======== Source data ========
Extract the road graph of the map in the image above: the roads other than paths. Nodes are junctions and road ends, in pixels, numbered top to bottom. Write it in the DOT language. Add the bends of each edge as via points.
========
======== Source data ========
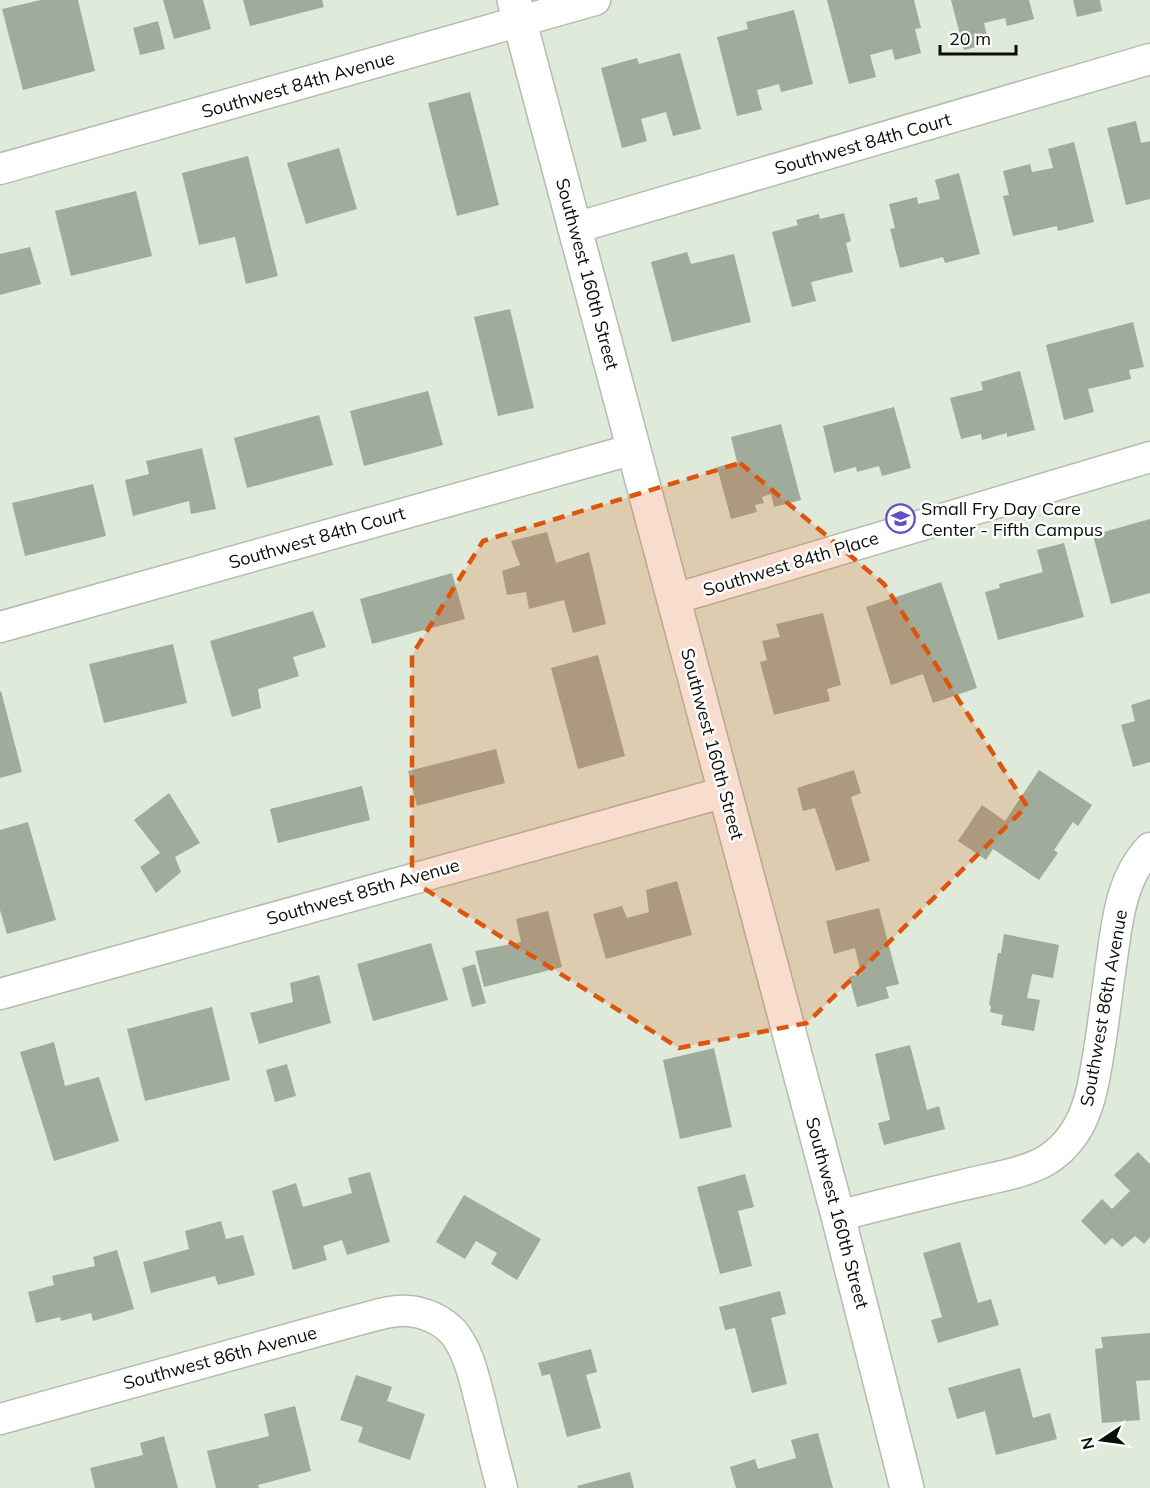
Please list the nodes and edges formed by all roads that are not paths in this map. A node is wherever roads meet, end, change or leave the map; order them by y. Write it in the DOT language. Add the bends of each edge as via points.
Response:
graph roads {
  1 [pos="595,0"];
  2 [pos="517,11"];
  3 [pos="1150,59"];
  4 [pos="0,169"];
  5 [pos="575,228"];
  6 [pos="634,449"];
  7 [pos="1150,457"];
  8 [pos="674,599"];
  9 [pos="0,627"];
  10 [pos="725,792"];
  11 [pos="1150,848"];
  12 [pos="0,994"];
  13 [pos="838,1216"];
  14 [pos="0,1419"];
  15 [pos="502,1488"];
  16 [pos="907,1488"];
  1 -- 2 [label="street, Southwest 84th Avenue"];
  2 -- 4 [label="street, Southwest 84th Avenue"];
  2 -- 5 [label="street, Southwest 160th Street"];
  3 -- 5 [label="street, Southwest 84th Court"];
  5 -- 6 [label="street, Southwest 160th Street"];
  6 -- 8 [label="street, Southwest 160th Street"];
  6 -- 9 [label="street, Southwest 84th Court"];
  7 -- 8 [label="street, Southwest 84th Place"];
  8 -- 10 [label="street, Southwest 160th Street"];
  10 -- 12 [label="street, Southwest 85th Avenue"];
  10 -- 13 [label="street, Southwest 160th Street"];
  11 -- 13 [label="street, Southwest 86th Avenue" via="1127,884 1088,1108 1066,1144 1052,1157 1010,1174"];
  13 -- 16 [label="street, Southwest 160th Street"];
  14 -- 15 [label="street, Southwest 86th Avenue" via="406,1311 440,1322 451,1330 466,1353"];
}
========
### [About this exercise]
Go through the records above and return every line that holds the string "each".

### [Answer space]
Extract the road graph of the map in the image above: the roads other than paths. Nodes are junctions and road ends, in pixels, numbered top to bottom. Write it in the DOT language. Add the bends of each edge as via points.
Please list the nodes and edges formed by all roads that are not paths in this map. A node is wherever roads meet, end, change or leave the map; order them by y. Write it in the DOT language. Add the bends of each edge as via points.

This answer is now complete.